## [Task]
From the entries below, copy out every line with "Conspiración" in it.

======== Data

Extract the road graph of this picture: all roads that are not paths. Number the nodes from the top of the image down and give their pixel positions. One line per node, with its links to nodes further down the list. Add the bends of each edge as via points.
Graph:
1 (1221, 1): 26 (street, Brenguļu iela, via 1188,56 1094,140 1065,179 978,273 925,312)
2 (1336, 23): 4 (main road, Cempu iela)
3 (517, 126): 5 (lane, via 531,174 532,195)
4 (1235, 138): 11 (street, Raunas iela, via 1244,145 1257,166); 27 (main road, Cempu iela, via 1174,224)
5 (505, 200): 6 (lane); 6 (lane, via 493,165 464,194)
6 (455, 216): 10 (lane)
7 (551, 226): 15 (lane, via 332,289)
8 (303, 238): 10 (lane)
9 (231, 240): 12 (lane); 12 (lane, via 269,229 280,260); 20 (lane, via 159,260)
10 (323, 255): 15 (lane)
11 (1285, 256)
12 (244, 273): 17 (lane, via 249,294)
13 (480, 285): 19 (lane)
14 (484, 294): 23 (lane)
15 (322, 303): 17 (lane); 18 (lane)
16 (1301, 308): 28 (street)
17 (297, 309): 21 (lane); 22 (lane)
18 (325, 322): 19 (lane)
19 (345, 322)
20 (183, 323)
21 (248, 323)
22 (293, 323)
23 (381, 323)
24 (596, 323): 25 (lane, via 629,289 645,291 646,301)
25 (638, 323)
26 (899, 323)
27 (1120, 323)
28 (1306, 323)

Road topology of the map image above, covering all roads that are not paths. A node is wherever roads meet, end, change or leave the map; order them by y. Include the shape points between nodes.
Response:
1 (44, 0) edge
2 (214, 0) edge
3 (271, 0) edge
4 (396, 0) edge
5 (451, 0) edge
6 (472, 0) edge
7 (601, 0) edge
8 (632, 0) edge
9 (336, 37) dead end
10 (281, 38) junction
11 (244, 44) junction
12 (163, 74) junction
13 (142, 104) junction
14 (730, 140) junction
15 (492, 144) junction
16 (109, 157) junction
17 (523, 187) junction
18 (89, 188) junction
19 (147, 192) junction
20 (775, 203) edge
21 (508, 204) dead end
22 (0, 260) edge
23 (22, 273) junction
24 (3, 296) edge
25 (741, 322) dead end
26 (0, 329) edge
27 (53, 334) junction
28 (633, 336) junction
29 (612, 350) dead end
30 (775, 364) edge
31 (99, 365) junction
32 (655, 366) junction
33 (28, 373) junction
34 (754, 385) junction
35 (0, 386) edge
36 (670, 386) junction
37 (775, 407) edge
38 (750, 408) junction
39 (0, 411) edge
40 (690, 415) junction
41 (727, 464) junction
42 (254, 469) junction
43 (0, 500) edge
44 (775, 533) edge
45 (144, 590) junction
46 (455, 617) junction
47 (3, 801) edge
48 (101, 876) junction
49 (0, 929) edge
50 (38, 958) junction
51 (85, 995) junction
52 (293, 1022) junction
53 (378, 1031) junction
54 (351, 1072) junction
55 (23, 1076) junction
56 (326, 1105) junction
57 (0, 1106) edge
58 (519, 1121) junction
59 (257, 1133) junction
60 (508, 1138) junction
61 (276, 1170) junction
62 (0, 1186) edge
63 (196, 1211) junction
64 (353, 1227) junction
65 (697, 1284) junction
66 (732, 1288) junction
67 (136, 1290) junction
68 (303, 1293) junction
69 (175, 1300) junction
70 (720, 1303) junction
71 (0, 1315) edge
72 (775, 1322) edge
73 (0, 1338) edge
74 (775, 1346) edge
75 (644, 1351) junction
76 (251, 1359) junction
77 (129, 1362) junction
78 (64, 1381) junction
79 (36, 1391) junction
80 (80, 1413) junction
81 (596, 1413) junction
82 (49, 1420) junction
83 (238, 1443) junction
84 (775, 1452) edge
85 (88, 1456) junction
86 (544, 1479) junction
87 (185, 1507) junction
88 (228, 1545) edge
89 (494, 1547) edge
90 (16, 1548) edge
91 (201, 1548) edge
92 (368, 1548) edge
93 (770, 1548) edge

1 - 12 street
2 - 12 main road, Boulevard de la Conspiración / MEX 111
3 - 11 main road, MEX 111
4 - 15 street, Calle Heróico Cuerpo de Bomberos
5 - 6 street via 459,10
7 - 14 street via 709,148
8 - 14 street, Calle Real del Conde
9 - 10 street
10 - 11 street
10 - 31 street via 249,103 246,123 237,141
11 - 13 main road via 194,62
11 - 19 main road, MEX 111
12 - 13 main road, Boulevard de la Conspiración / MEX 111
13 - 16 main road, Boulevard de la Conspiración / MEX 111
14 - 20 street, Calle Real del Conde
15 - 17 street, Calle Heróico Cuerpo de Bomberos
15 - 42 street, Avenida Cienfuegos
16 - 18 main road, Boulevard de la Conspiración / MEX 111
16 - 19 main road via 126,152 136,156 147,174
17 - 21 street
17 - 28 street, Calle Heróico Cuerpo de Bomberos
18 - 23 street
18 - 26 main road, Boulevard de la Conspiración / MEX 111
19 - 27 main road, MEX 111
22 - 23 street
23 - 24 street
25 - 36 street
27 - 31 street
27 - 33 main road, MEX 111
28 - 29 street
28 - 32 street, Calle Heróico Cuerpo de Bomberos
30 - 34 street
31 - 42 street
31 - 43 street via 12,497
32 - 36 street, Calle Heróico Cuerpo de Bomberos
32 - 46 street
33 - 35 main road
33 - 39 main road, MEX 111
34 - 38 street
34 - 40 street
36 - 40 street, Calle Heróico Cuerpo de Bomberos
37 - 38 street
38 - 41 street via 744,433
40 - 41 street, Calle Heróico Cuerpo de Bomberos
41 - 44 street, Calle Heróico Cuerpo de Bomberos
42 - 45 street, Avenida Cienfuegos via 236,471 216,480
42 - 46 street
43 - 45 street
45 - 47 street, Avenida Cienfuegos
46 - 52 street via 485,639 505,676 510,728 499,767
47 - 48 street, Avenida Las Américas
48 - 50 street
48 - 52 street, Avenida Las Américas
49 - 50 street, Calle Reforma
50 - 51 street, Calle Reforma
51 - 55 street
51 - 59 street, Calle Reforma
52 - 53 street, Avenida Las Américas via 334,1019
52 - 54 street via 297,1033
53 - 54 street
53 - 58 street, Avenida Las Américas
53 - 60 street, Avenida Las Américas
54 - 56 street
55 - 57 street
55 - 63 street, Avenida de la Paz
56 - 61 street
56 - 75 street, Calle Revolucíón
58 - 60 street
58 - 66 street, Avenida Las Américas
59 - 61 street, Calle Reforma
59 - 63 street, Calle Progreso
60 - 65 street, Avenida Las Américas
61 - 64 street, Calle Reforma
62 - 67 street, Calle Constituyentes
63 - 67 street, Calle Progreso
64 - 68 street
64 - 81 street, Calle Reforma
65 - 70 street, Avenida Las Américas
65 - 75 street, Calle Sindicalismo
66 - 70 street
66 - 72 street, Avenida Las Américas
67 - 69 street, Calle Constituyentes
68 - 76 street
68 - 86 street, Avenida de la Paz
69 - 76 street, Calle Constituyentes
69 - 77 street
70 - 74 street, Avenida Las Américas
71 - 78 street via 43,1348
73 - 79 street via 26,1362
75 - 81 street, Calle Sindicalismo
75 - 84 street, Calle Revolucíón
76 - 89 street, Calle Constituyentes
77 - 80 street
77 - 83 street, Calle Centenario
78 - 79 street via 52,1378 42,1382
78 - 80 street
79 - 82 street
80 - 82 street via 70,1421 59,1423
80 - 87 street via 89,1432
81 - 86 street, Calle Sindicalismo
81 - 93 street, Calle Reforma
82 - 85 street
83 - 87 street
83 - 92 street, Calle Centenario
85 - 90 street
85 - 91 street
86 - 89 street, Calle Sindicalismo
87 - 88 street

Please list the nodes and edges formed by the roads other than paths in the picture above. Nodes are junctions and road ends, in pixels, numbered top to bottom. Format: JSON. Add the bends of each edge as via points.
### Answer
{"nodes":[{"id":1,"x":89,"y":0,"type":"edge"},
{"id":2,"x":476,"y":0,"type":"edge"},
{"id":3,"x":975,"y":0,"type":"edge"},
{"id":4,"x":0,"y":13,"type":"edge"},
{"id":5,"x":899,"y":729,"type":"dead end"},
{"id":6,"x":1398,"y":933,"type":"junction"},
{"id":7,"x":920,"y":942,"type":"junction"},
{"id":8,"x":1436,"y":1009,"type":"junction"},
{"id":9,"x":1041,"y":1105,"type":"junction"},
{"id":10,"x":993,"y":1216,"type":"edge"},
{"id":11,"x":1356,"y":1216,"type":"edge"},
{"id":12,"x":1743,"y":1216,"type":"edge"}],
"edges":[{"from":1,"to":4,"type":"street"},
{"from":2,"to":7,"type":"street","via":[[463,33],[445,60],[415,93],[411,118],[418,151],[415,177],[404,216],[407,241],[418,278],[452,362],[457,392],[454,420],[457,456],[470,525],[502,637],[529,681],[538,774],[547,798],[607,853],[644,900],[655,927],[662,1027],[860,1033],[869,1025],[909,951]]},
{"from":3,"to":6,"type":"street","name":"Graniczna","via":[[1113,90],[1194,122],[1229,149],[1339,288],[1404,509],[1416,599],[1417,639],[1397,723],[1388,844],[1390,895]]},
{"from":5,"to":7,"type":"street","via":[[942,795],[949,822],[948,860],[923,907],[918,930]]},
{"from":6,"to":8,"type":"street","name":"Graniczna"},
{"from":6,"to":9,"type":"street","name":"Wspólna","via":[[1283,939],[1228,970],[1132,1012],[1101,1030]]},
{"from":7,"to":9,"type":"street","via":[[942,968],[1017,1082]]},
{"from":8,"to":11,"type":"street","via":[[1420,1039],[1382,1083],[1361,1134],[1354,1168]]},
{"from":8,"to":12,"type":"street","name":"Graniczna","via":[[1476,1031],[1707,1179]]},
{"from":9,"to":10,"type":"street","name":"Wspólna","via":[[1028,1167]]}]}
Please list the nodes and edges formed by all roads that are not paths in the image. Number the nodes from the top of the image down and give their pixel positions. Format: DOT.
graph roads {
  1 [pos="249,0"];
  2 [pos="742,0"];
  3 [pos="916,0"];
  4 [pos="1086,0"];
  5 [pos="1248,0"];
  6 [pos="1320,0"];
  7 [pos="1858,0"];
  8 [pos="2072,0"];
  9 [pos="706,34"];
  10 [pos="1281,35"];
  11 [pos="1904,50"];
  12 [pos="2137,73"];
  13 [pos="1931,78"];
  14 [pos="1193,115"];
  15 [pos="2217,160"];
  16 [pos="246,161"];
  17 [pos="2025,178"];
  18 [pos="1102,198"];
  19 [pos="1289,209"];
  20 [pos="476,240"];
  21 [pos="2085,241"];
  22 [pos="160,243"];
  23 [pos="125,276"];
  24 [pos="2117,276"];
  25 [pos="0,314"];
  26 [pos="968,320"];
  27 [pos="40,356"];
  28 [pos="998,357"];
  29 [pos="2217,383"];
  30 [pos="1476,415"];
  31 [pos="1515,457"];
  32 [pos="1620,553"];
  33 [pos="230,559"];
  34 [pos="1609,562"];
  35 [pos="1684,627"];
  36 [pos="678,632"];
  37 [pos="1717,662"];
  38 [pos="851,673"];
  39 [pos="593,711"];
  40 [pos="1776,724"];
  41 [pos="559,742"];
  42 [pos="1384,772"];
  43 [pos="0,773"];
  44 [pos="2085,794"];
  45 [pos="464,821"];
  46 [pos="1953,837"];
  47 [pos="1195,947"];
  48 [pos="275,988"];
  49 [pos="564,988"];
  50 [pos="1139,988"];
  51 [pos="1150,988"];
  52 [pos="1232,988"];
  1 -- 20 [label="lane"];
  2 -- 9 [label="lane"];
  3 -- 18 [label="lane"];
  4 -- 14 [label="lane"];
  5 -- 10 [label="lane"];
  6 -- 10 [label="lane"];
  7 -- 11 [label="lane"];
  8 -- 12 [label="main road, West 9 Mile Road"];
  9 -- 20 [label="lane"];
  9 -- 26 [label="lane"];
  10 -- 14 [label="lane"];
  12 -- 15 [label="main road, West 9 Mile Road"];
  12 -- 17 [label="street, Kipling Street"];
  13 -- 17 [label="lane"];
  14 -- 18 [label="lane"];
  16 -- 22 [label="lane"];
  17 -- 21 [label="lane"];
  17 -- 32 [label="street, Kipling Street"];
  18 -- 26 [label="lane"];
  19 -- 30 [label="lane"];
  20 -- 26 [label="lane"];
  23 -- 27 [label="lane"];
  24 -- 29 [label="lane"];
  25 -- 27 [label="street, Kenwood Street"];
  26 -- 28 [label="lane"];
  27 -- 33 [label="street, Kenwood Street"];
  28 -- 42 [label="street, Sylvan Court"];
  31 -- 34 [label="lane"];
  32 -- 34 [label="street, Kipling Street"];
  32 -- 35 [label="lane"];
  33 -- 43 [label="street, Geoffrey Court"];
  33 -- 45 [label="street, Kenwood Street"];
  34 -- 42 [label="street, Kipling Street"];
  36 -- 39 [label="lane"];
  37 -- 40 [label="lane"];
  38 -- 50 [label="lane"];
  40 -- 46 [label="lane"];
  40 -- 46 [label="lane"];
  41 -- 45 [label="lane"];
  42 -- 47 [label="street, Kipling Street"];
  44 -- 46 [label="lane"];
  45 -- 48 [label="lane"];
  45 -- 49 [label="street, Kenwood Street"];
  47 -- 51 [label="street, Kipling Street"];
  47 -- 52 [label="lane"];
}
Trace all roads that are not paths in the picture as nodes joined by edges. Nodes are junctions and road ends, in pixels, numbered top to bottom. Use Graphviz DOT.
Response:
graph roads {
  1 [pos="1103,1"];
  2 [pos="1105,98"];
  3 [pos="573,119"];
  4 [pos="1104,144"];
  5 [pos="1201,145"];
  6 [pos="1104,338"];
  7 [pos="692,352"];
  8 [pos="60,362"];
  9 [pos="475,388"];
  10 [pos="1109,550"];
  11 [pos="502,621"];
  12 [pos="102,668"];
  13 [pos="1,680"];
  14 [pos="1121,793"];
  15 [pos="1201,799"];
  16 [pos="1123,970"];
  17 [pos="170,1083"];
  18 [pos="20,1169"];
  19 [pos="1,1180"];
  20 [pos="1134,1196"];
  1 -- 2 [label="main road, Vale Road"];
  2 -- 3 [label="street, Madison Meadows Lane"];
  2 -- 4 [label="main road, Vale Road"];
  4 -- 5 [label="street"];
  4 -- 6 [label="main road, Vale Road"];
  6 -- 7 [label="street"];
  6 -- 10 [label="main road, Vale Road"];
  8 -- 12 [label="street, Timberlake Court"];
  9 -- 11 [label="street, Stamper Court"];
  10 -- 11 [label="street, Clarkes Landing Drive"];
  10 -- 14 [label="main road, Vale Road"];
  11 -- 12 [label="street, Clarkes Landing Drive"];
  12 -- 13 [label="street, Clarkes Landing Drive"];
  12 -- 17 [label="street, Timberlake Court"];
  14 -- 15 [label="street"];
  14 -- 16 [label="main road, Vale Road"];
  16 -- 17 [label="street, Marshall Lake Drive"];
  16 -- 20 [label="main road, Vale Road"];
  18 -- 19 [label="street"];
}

================

## [Result of this task]
2 - 12 main road, Boulevard de la Conspiración / MEX 111
12 - 13 main road, Boulevard de la Conspiración / MEX 111
13 - 16 main road, Boulevard de la Conspiración / MEX 111
16 - 18 main road, Boulevard de la Conspiración / MEX 111
18 - 26 main road, Boulevard de la Conspiración / MEX 111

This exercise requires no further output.